╔══

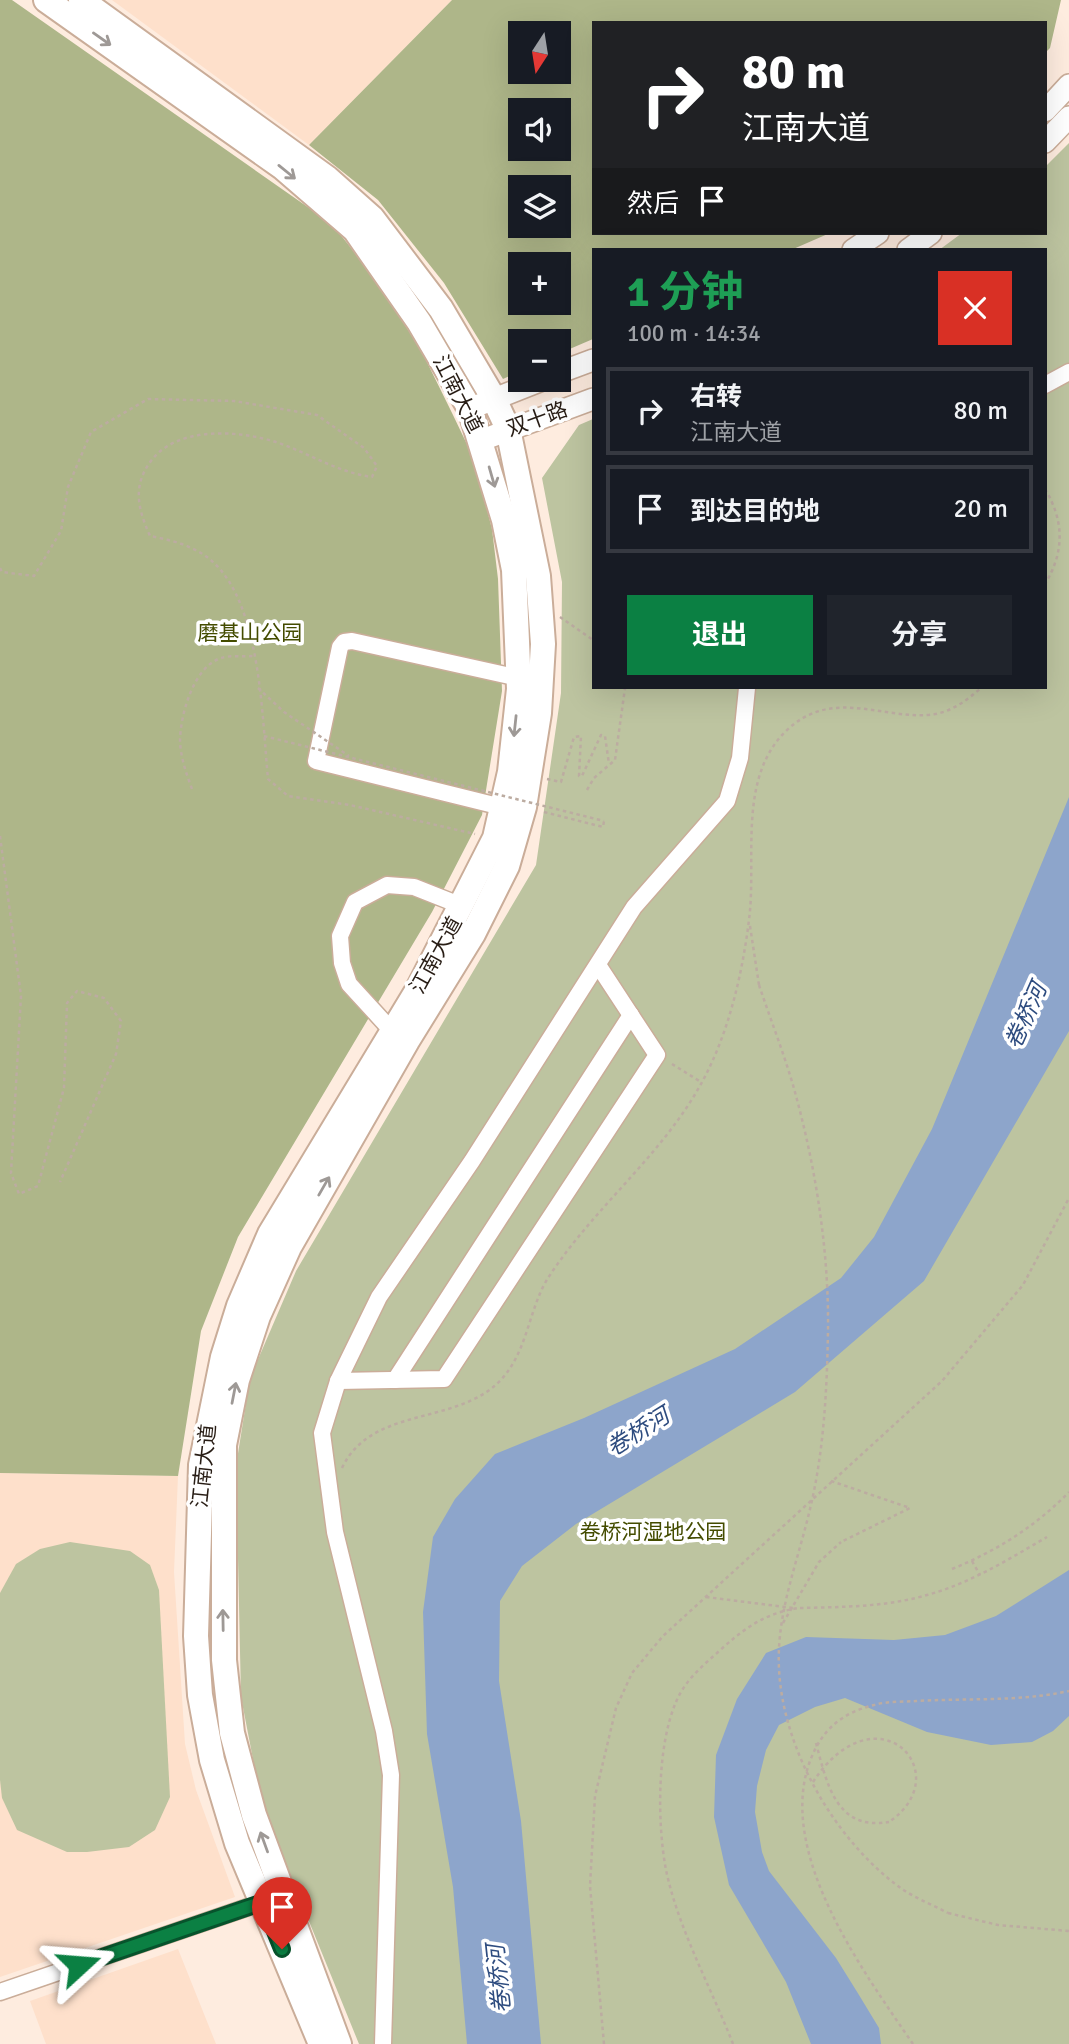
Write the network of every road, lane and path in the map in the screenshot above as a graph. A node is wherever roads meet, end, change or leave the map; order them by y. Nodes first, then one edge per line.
1 (46, 0) edge
2 (81, 0) edge
3 (1069, 85) edge
4 (1047, 109) edge
5 (1069, 117) edge
6 (1047, 140) edge
7 (875, 235) edge
8 (928, 235) edge
9 (856, 248) edge
10 (911, 248) edge
11 (592, 360) edge
12 (571, 368) edge
13 (1069, 372) edge
14 (1047, 384) edge
15 (512, 392) edge
16 (494, 399) junction
17 (592, 399) edge
18 (470, 409) junction
19 (508, 429) junction
20 (482, 439) junction
21 (1047, 493) edge
22 (0, 568) edge
23 (1047, 581) edge
24 (540, 603) junction
25 (592, 638) edge
26 (253, 656) junction
27 (519, 678) junction
28 (258, 688) junction
29 (625, 689) edge
30 (747, 689) edge
31 (264, 736) junction
32 (352, 758) junction
33 (608, 764) junction
34 (530, 775) junction
35 (192, 789) dead end
36 (587, 790) dead end
37 (513, 807) junction
38 (0, 836) edge
39 (495, 838) junction
40 (462, 906) junction
41 (750, 919) dead end
42 (598, 965) junction
43 (631, 1015) junction
44 (392, 1031) junction
45 (657, 1055) junction
46 (701, 1082) dead end
47 (60, 1182) dead end
48 (1069, 1198) edge
49 (394, 1380) junction
50 (338, 1381) junction
51 (831, 1481) junction
52 (1069, 1492) edge
53 (1047, 1537) dead end
54 (972, 1561) junction
55 (952, 1569) dead end
56 (980, 1575) junction
57 (704, 1597) junction
58 (799, 1608) junction
59 (781, 1626) junction
60 (1069, 1691) edge
61 (816, 1743) junction
62 (812, 1783) junction
63 (263, 1902) junction
64 (1069, 1931) edge
65 (0, 1992) edge
66 (321, 2044) edge
67 (339, 2044) edge
68 (383, 2044) edge
69 (604, 2044) edge
70 (733, 2044) edge
71 (913, 2044) edge

1 -> 18 highway, 江南大道
2 - 16 highway, 江南大道
3 - 4 main road
5 - 6 main road
7 - 9 main road
8 - 10 main road
11 - 12 main road, 双十路
13 - 14 street
15 - 16 main road, 双十路
16 - 18 main road, 双十路
16 - 19 highway, 江南大道
17 - 19 main road, 双十路
18 - 20 highway, 江南大道
19 - 20 main road, 双十路
19 - 24 highway, 江南大道
20 -> 27 highway, 江南大道
21 - 23 path
22 - 26 path
24 - 25 path
24 - 34 highway, 江南大道
26 - 28 path
26 - 35 path
27 -> 37 highway, 江南大道
27 - 37 street
28 - 31 path
28 - 32 path, bridge
29 - 33 path
30 - 42 street
31 - 32 path, bridge
31 - 39 path
32 - 37 path, bridge
33 - 34 path
33 - 36 path
34 - 37 highway, 江南大道
37 - 39 highway, 江南大道
67 -> 37 highway, 江南大道
38 - 47 path
39 - 40 highway, 江南大道
40 - 44 highway, 江南大道
40 - 44 street
41 - 59 path, bridge
42 - 43 street
42 - 50 street
43 - 45 street
43 - 49 street
44 - 63 highway, 江南大道
45 - 46 path
45 - 49 street
48 - 51 path
49 - 50 street
50 - 68 street
51 - 57 path
51 - 59 path, bridge
52 - 54 path
53 - 56 path
54 - 55 path
54 - 56 path
56 - 58 path
57 - 58 path
57 - 69 path
58 - 70 path
59 - 62 path, bridge
60 - 61 path
61 - 62 path, bridge
61 - 71 path
62 - 64 path, bridge
63 - 65 street
63 - 66 highway, 江南大道

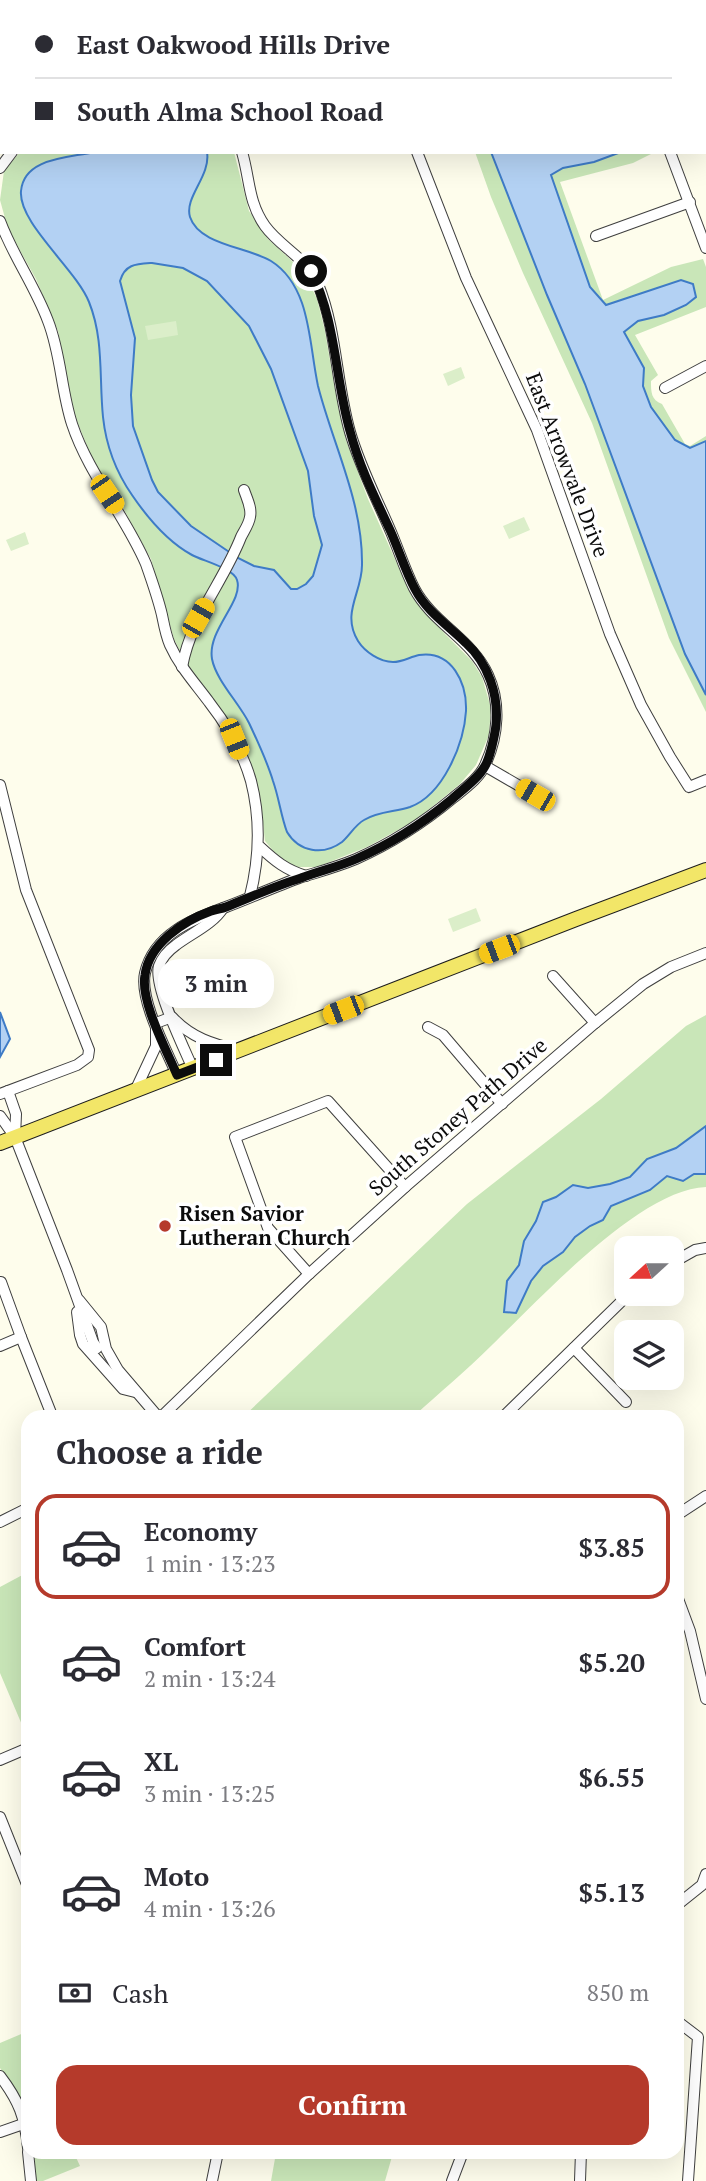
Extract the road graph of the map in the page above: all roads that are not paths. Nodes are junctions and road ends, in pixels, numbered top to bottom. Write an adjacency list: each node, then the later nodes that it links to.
1 (242, 154): 12 (street)
2 (418, 154): 13 (street, East Arrowvale Drive)
3 (671, 154): 4 (street)
4 (690, 202): 6 (street); 7 (street)
5 (0, 221): 11 (street)
6 (596, 236)
7 (706, 248)
8 (706, 366): 9 (street)
9 (665, 388)
10 (244, 490): 11 (street)
11 (182, 667): 16 (street)
12 (485, 766): 15 (street); 18 (street)
13 (706, 780)
14 (0, 785): 33 (street)
15 (535, 795)
16 (260, 847): 18 (street); 19 (street)
17 (706, 870): 29 (main road)
18 (306, 876): 19 (street)
19 (250, 896): 20 (street)
20 (223, 908): 23 (street); 24 (street)
21 (706, 953): 27 (street, South Stoney Path Drive)
22 (553, 976): 27 (street)
23 (159, 980): 24 (street); 25 (street)
24 (145, 982): 26 (street)
25 (172, 1017): 26 (street); 29 (street); 30 (street)
26 (156, 1023): 31 (street); 32 (street)
27 (595, 1023): 34 (street, South Stoney Path Drive)
28 (428, 1027): 34 (street)
29 (240, 1051): 30 (main road)
30 (193, 1069): 31 (main road)
31 (177, 1075): 32 (main road)
32 (135, 1091): 36 (main road)
33 (4, 1093): 36 (street)
34 (502, 1104): 38 (street, South Stoney Path Drive)
35 (0, 1116): 36 (street)
36 (15, 1137): 37 (main road); 47 (street)
37 (0, 1143)
38 (405, 1188): 41 (street, South Stoney Path Drive); 41 (street)
39 (706, 1248): 40 (street)
40 (684, 1256)
41 (309, 1274): 52 (street, South Stoney Path Drive)
42 (1, 1282): 44 (street)
43 (617, 1306): 46 (street)
44 (21, 1337): 45 (street); 50 (street)
45 (0, 1346)
46 (574, 1348): 49 (street); 53 (street)
47 (99, 1352): 48 (street); 48 (street)
48 (135, 1392): 51 (street)
49 (626, 1402)
50 (50, 1410)
51 (152, 1410)
52 (167, 1410)
53 (510, 1410)
54 (706, 1496): 55 (street)
55 (684, 1510)
56 (21, 1512): 57 (street)
57 (0, 1522)
58 (684, 1615): 59 (street)
59 (706, 1699)
60 (21, 1751): 61 (street)
61 (0, 1760)
62 (0, 1817): 63 (street)
63 (21, 1870)
64 (704, 1882): 65 (street)
65 (684, 1899)
66 (684, 2026): 79 (street)
67 (0, 2077): 68 (street)
68 (21, 2108)
69 (21, 2125): 70 (street)
70 (0, 2132)
71 (29, 2159): 75 (street)
72 (217, 2159): 76 (street)
73 (460, 2159): 77 (street)
74 (581, 2159): 78 (street)
75 (31, 2181)
76 (212, 2181)
77 (452, 2181)
78 (580, 2181)
79 (688, 2181)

╚══

WHAT TO DO.
What is needed is a verbatim copy of the entries, leaving out any pictures.

SOLUTION FOR THIS EXERCISE.
Write the network of every road, lane and path in the map in the screenshot above as a graph. A node is wherever roads meet, end, change or leave the map; order them by y. Nodes first, then one edge per line.
1 (46, 0) edge
2 (81, 0) edge
3 (1069, 85) edge
4 (1047, 109) edge
5 (1069, 117) edge
6 (1047, 140) edge
7 (875, 235) edge
8 (928, 235) edge
9 (856, 248) edge
10 (911, 248) edge
11 (592, 360) edge
12 (571, 368) edge
13 (1069, 372) edge
14 (1047, 384) edge
15 (512, 392) edge
16 (494, 399) junction
17 (592, 399) edge
18 (470, 409) junction
19 (508, 429) junction
20 (482, 439) junction
21 (1047, 493) edge
22 (0, 568) edge
23 (1047, 581) edge
24 (540, 603) junction
25 (592, 638) edge
26 (253, 656) junction
27 (519, 678) junction
28 (258, 688) junction
29 (625, 689) edge
30 (747, 689) edge
31 (264, 736) junction
32 (352, 758) junction
33 (608, 764) junction
34 (530, 775) junction
35 (192, 789) dead end
36 (587, 790) dead end
37 (513, 807) junction
38 (0, 836) edge
39 (495, 838) junction
40 (462, 906) junction
41 (750, 919) dead end
42 (598, 965) junction
43 (631, 1015) junction
44 (392, 1031) junction
45 (657, 1055) junction
46 (701, 1082) dead end
47 (60, 1182) dead end
48 (1069, 1198) edge
49 (394, 1380) junction
50 (338, 1381) junction
51 (831, 1481) junction
52 (1069, 1492) edge
53 (1047, 1537) dead end
54 (972, 1561) junction
55 (952, 1569) dead end
56 (980, 1575) junction
57 (704, 1597) junction
58 (799, 1608) junction
59 (781, 1626) junction
60 (1069, 1691) edge
61 (816, 1743) junction
62 (812, 1783) junction
63 (263, 1902) junction
64 (1069, 1931) edge
65 (0, 1992) edge
66 (321, 2044) edge
67 (339, 2044) edge
68 (383, 2044) edge
69 (604, 2044) edge
70 (733, 2044) edge
71 (913, 2044) edge

1 -> 18 highway, 江南大道
2 - 16 highway, 江南大道
3 - 4 main road
5 - 6 main road
7 - 9 main road
8 - 10 main road
11 - 12 main road, 双十路
13 - 14 street
15 - 16 main road, 双十路
16 - 18 main road, 双十路
16 - 19 highway, 江南大道
17 - 19 main road, 双十路
18 - 20 highway, 江南大道
19 - 20 main road, 双十路
19 - 24 highway, 江南大道
20 -> 27 highway, 江南大道
21 - 23 path
22 - 26 path
24 - 25 path
24 - 34 highway, 江南大道
26 - 28 path
26 - 35 path
27 -> 37 highway, 江南大道
27 - 37 street
28 - 31 path
28 - 32 path, bridge
29 - 33 path
30 - 42 street
31 - 32 path, bridge
31 - 39 path
32 - 37 path, bridge
33 - 34 path
33 - 36 path
34 - 37 highway, 江南大道
37 - 39 highway, 江南大道
67 -> 37 highway, 江南大道
38 - 47 path
39 - 40 highway, 江南大道
40 - 44 highway, 江南大道
40 - 44 street
41 - 59 path, bridge
42 - 43 street
42 - 50 street
43 - 45 street
43 - 49 street
44 - 63 highway, 江南大道
45 - 46 path
45 - 49 street
48 - 51 path
49 - 50 street
50 - 68 street
51 - 57 path
51 - 59 path, bridge
52 - 54 path
53 - 56 path
54 - 55 path
54 - 56 path
56 - 58 path
57 - 58 path
57 - 69 path
58 - 70 path
59 - 62 path, bridge
60 - 61 path
61 - 62 path, bridge
61 - 71 path
62 - 64 path, bridge
63 - 65 street
63 - 66 highway, 江南大道

Extract the road graph of the map in the page above: all roads that are not paths. Nodes are junctions and road ends, in pixels, numbered top to bottom. Write an adjacency list: each node, then the later nodes that it links to.
1 (242, 154): 12 (street)
2 (418, 154): 13 (street, East Arrowvale Drive)
3 (671, 154): 4 (street)
4 (690, 202): 6 (street); 7 (street)
5 (0, 221): 11 (street)
6 (596, 236)
7 (706, 248)
8 (706, 366): 9 (street)
9 (665, 388)
10 (244, 490): 11 (street)
11 (182, 667): 16 (street)
12 (485, 766): 15 (street); 18 (street)
13 (706, 780)
14 (0, 785): 33 (street)
15 (535, 795)
16 (260, 847): 18 (street); 19 (street)
17 (706, 870): 29 (main road)
18 (306, 876): 19 (street)
19 (250, 896): 20 (street)
20 (223, 908): 23 (street); 24 (street)
21 (706, 953): 27 (street, South Stoney Path Drive)
22 (553, 976): 27 (street)
23 (159, 980): 24 (street); 25 (street)
24 (145, 982): 26 (street)
25 (172, 1017): 26 (street); 29 (street); 30 (street)
26 (156, 1023): 31 (street); 32 (street)
27 (595, 1023): 34 (street, South Stoney Path Drive)
28 (428, 1027): 34 (street)
29 (240, 1051): 30 (main road)
30 (193, 1069): 31 (main road)
31 (177, 1075): 32 (main road)
32 (135, 1091): 36 (main road)
33 (4, 1093): 36 (street)
34 (502, 1104): 38 (street, South Stoney Path Drive)
35 (0, 1116): 36 (street)
36 (15, 1137): 37 (main road); 47 (street)
37 (0, 1143)
38 (405, 1188): 41 (street, South Stoney Path Drive); 41 (street)
39 (706, 1248): 40 (street)
40 (684, 1256)
41 (309, 1274): 52 (street, South Stoney Path Drive)
42 (1, 1282): 44 (street)
43 (617, 1306): 46 (street)
44 (21, 1337): 45 (street); 50 (street)
45 (0, 1346)
46 (574, 1348): 49 (street); 53 (street)
47 (99, 1352): 48 (street); 48 (street)
48 (135, 1392): 51 (street)
49 (626, 1402)
50 (50, 1410)
51 (152, 1410)
52 (167, 1410)
53 (510, 1410)
54 (706, 1496): 55 (street)
55 (684, 1510)
56 (21, 1512): 57 (street)
57 (0, 1522)
58 (684, 1615): 59 (street)
59 (706, 1699)
60 (21, 1751): 61 (street)
61 (0, 1760)
62 (0, 1817): 63 (street)
63 (21, 1870)
64 (704, 1882): 65 (street)
65 (684, 1899)
66 (684, 2026): 79 (street)
67 (0, 2077): 68 (street)
68 (21, 2108)
69 (21, 2125): 70 (street)
70 (0, 2132)
71 (29, 2159): 75 (street)
72 (217, 2159): 76 (street)
73 (460, 2159): 77 (street)
74 (581, 2159): 78 (street)
75 (31, 2181)
76 (212, 2181)
77 (452, 2181)
78 (580, 2181)
79 (688, 2181)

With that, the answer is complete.